[Problem requirements]
Count how many lines in the data hold the word "Stewart", and give that number alone.
= = = = =
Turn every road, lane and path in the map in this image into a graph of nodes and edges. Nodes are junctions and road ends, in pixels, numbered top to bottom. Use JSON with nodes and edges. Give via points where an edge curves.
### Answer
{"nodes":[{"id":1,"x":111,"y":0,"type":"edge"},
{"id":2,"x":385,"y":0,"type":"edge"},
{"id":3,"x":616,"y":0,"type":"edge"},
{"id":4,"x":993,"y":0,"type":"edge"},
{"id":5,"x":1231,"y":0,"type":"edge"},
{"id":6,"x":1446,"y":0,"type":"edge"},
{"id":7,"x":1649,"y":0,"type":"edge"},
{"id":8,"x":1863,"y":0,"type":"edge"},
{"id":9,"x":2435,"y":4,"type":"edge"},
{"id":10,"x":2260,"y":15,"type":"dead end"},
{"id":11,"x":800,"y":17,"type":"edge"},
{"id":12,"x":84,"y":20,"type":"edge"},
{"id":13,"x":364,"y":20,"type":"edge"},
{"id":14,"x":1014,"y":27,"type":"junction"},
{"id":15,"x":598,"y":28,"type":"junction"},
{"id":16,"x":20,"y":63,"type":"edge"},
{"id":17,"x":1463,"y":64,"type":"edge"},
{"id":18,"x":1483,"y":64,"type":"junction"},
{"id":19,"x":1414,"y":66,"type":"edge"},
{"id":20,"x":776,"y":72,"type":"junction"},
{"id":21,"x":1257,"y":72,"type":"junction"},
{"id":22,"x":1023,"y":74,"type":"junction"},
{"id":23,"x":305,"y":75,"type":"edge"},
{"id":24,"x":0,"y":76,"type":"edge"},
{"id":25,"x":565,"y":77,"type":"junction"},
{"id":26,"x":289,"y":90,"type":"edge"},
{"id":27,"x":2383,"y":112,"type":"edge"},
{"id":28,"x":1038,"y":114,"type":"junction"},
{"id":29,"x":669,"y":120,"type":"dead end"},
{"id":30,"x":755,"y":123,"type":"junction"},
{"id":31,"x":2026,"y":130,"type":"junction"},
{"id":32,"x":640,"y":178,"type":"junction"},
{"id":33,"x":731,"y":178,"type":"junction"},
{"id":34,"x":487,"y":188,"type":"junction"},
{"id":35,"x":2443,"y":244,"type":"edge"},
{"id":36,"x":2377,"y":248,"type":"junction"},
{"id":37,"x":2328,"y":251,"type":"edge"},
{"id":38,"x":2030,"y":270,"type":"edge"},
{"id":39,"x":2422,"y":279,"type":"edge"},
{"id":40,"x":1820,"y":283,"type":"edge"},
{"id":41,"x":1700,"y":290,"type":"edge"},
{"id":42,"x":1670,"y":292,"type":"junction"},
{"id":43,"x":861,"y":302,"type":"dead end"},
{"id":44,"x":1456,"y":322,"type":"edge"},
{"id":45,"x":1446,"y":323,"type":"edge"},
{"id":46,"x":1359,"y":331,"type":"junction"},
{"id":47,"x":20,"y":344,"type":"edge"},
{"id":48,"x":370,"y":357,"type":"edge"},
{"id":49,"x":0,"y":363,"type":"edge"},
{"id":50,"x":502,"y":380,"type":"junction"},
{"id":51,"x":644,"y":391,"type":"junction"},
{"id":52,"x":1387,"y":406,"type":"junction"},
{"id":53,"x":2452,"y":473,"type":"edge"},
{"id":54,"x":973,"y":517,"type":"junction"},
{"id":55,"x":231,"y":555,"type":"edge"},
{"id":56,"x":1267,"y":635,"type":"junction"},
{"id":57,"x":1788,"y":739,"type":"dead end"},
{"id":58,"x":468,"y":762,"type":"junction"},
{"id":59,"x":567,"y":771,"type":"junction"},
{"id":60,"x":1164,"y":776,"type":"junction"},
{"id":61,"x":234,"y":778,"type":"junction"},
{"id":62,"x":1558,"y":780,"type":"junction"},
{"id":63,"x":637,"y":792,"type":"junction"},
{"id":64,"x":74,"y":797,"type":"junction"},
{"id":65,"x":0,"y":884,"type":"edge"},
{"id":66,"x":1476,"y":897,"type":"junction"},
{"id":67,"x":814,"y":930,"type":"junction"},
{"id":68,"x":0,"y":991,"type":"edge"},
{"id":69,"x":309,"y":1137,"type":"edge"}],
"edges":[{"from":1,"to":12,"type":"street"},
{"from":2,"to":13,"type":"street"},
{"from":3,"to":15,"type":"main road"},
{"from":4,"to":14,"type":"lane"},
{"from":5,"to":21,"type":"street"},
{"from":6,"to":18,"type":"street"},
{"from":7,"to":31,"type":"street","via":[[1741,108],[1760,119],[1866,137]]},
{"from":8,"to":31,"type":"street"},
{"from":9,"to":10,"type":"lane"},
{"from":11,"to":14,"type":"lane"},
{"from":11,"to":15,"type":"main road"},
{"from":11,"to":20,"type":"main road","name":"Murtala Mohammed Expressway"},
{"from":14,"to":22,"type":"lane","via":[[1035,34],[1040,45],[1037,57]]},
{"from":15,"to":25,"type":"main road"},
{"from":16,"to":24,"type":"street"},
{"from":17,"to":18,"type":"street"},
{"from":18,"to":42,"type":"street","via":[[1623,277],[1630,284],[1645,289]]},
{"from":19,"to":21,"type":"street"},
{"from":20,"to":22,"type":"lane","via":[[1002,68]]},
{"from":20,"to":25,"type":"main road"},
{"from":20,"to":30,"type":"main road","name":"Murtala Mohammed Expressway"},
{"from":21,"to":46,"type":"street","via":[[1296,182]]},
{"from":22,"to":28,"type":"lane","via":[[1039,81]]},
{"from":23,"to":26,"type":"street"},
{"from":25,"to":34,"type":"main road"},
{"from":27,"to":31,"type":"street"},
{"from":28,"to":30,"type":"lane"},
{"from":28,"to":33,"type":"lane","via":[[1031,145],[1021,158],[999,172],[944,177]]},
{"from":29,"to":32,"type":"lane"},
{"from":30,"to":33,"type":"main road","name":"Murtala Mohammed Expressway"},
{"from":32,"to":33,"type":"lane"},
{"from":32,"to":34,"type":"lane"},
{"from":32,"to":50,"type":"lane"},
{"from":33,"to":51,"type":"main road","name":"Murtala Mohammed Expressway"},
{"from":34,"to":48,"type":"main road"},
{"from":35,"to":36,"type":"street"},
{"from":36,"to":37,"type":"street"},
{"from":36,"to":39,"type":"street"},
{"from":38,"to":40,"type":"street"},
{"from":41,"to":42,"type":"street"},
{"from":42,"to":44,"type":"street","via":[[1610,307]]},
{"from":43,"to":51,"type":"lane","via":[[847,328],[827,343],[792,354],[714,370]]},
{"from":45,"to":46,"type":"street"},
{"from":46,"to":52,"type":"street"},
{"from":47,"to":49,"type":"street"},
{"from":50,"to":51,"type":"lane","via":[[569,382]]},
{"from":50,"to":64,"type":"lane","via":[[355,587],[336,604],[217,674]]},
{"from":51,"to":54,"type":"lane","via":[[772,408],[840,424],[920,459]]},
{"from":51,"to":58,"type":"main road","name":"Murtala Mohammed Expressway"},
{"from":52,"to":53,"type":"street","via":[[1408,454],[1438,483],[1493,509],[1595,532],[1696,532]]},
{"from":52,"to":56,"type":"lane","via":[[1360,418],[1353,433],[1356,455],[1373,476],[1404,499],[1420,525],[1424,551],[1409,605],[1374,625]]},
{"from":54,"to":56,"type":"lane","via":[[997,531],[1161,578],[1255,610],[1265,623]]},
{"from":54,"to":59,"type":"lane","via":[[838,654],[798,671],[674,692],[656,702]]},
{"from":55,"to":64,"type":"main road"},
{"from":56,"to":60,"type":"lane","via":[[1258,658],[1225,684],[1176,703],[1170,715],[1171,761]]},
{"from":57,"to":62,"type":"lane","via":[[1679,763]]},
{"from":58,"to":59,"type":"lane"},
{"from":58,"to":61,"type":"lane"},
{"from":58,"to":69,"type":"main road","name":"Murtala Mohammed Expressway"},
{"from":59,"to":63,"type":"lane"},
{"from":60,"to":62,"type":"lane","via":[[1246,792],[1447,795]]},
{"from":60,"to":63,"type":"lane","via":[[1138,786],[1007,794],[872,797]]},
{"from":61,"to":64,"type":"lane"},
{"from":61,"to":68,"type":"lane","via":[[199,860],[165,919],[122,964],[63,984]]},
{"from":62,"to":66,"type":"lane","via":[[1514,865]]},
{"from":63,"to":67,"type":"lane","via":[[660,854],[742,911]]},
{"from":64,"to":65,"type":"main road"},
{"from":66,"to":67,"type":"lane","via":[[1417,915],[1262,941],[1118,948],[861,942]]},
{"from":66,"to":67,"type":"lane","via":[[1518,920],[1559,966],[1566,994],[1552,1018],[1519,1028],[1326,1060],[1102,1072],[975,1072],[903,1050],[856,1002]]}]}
= = = = =
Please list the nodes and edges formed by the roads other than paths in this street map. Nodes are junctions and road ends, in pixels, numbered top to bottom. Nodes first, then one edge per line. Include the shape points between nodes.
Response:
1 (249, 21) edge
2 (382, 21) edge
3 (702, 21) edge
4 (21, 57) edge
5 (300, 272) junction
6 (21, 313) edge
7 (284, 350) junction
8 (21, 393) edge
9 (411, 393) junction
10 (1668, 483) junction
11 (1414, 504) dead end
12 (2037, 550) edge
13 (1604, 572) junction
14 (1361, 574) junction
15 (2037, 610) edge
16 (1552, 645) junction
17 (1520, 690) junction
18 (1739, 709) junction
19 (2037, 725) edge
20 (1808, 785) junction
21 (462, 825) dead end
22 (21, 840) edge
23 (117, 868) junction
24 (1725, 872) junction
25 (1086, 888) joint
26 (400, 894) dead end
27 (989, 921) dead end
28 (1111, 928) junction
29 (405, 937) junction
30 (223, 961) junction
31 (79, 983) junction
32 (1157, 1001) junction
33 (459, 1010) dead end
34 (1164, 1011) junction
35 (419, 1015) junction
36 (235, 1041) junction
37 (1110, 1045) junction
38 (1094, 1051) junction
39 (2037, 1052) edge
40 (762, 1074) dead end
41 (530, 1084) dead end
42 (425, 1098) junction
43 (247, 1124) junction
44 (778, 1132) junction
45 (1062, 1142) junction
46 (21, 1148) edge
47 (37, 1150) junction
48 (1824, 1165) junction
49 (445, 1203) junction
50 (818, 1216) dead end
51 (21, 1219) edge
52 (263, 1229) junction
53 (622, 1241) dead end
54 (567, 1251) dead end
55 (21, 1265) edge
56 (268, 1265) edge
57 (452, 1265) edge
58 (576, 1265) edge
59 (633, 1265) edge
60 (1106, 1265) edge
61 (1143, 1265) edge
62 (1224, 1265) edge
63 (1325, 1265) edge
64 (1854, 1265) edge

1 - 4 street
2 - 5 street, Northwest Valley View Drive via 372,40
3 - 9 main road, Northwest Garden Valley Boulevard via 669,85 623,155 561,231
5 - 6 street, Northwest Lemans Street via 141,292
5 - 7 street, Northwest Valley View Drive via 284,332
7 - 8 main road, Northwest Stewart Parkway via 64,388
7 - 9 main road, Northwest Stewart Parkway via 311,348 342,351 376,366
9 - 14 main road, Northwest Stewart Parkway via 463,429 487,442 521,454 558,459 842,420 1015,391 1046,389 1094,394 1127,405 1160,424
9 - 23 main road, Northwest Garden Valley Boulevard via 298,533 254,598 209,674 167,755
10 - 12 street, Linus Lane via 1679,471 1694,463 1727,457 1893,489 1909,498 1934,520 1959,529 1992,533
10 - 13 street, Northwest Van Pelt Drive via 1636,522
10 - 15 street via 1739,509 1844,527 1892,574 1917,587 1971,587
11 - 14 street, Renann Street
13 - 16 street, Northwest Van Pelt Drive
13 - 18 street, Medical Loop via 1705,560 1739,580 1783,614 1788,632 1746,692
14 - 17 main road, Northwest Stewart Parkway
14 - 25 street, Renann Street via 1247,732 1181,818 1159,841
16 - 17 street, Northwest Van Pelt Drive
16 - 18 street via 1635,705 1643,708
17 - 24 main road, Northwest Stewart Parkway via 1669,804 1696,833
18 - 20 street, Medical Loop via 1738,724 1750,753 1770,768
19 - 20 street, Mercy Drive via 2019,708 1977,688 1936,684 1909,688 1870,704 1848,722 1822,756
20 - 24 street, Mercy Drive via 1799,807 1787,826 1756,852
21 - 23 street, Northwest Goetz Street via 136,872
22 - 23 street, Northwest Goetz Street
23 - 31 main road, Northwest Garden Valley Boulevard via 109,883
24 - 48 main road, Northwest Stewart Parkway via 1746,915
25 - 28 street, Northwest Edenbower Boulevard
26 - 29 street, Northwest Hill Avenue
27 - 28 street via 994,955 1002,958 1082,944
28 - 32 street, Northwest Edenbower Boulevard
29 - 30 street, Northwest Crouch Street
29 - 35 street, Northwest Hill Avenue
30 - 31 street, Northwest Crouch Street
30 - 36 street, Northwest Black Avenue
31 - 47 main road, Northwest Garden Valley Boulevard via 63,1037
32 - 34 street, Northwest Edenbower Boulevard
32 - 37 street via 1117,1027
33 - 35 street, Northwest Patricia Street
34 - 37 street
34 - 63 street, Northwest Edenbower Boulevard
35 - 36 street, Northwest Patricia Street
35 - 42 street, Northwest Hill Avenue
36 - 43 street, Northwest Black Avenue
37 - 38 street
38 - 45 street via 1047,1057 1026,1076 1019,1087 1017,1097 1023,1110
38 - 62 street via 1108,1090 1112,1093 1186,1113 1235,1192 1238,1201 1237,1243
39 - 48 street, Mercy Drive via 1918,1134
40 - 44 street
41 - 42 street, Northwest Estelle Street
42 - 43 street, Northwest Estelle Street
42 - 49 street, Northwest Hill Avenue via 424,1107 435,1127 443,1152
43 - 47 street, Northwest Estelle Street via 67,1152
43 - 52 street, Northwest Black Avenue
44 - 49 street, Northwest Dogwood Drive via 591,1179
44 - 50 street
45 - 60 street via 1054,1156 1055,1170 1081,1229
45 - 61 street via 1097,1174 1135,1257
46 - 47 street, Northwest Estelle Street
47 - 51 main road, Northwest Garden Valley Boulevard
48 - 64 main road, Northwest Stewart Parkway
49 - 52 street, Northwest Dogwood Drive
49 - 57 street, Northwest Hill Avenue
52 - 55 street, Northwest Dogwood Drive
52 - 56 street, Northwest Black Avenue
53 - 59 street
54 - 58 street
= = = = =
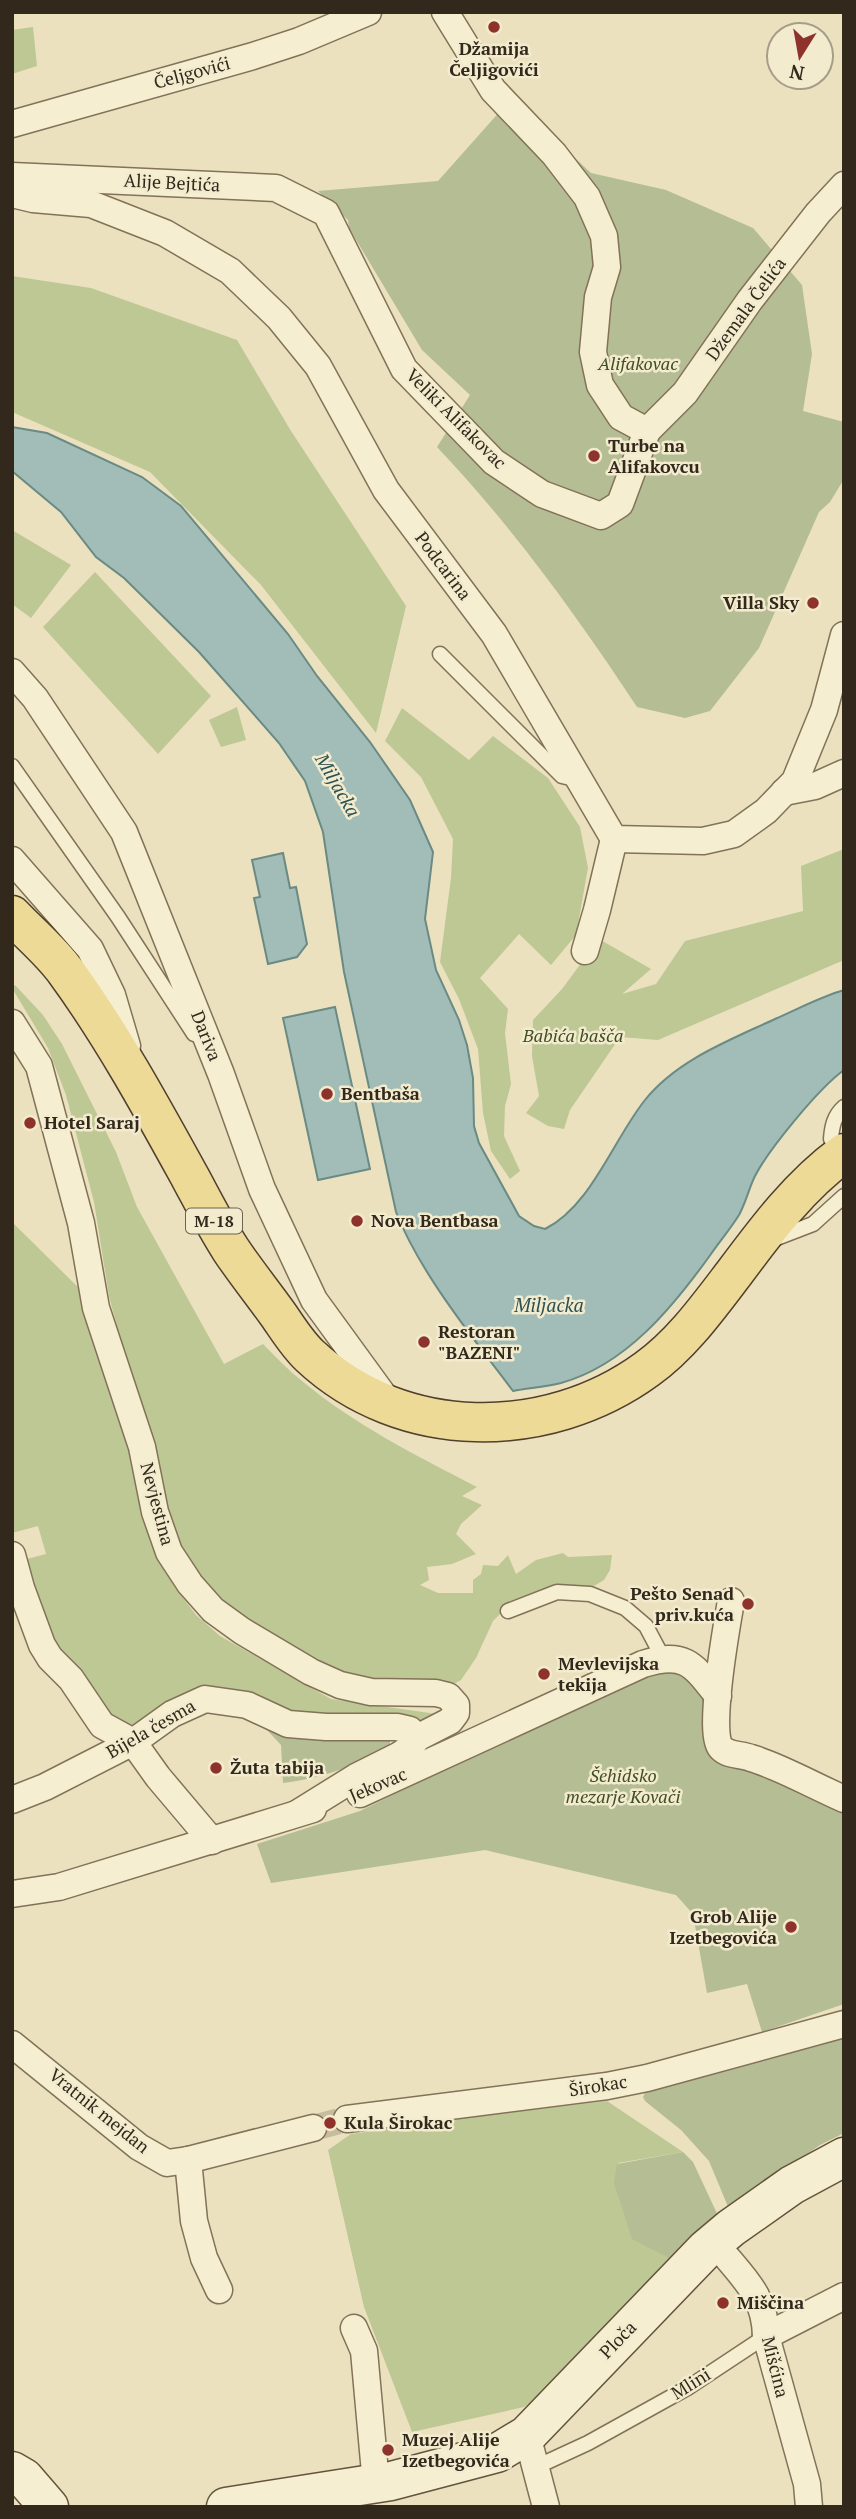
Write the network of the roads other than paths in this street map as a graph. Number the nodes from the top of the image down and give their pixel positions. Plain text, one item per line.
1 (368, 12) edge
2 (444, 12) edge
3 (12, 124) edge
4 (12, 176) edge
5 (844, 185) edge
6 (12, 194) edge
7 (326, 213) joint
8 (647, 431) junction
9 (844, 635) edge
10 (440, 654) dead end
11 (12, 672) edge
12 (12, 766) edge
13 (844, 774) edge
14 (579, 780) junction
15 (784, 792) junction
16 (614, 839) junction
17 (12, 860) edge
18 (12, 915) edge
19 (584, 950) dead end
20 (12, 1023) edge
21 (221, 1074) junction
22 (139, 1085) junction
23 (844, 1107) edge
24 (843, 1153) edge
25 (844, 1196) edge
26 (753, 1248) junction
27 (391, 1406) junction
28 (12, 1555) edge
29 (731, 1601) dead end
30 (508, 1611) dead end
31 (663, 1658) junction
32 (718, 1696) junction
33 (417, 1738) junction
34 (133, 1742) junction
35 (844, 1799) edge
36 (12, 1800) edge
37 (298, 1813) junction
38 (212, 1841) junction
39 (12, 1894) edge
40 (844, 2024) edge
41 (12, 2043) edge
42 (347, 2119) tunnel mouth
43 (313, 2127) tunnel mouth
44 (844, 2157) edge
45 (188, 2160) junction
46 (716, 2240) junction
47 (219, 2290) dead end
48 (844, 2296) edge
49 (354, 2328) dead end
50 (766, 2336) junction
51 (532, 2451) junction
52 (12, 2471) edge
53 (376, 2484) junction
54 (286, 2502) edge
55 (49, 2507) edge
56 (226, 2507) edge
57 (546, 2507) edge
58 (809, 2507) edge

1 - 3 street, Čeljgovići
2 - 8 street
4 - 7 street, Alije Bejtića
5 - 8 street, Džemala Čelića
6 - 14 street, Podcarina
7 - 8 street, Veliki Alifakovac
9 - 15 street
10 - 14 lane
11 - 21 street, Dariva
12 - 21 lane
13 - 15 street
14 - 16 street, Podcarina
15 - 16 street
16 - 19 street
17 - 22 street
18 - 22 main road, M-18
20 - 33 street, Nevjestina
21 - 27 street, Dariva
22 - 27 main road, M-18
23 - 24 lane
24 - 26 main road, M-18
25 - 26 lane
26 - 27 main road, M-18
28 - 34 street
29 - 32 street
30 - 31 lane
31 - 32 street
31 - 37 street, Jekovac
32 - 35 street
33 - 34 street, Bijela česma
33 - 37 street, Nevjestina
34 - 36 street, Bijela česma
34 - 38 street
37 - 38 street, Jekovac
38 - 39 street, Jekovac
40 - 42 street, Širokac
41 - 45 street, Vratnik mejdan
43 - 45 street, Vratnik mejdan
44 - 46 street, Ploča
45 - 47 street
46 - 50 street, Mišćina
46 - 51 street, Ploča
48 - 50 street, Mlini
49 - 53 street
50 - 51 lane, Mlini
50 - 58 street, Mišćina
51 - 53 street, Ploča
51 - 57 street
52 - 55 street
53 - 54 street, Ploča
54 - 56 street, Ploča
= = = = =
[Response to this exercise]
7